La valanga e i giorni successivi
Altri otto dei sopravvissuti allo schianto morirono la notte del 29 ottobre, quando una valanga travolse la carcassa dell'aereo nella quale dormiva il gruppo. Dopo questo episodio si fece largo l'opinione che l'unico modo di sopravvivere sarebbe stato attraversare le Ande e andare in cerca di aiuto, ma la prima spedizione che venne organizzata dovette ritornare subito alla carcassa dell'aereo: scalare a piedi le montagne sembrava un'operazione impossibile. Dopo diversi tentativi, un gruppo formato da Nando Parrado, Roberto Canessa e Antonio Vizintin riuscì a percorrere alcuni chilometri tra le Ande e a trovare la coda dell'aereo
La radio
Subito dopo lo schianto, alcuni dei sopravvissuti tentarono di far funzionare la radio presente nella cabina di pilotaggio per chiamare i soccorsi, ma l'intero sistema elettrico dell'aereo era saltato. Il meccanico di bordo, sopravvissuto all'impatto, disse che per far funzionare la radio erano necessarie le batterie, collocate nella coda del velivolo. Trovata la coda, le batterie vennero collegate alla radio. Dopo alcuni giorni di lavoro per farla funzionare, però, ci si rese conto che la radio era stata irrimediabilmente danneggiata durante lo schianto ed era perciò inutilizzabile.
Il tentativo di raggiungere il Cile a piedi
Il 12 dicembre 1972, circa due mesi dopo il disastro, Parrado, Canessa e Vizintin tentarono nuovamente di raggiungere il Cile a piedi.
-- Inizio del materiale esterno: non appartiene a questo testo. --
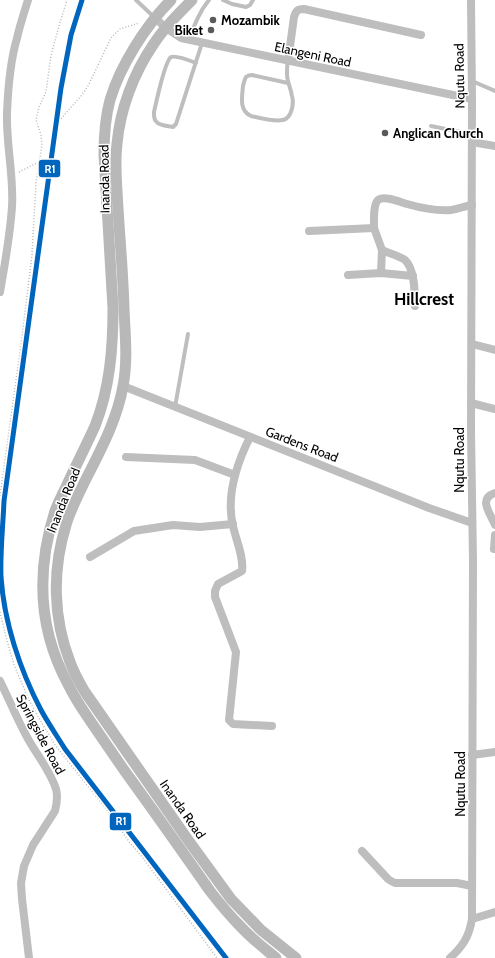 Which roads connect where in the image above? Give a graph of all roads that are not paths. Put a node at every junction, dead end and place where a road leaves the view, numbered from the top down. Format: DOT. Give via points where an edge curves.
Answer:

Per l'occasione era stato appositamente cucito uno speciale "sacco" ricavato dal rivestimento dei sedili dell'aereo, in modo da cercare di ripararli dal freddo notturno. I tre camminarono per diversi giorni nella neve, fino a quando a Parrado non sembrò di vedere in lontananza un uomo a cavallo. Scesi a valle di corsa, fermarono l'uomo e raccontarono la loro storia. Il gruppetto venne tratto in salvo e le autorità vennero avvertite che c'erano ancora dei superstiti al disastro del 13 ottobre. Il 23 dicembre 1972, Parrado salì sull'elicottero dei soccorritori per dirigerli fino al punto in cui si trovava la carcassa dell'aereo, aiutando a portare in salvo i suoi compagni. I sedici sopravvissuti vennero condotti in ospedale con sintomi di insufficienza respiratoria da alta montagna, disidratazione, traumi e malnutrizione.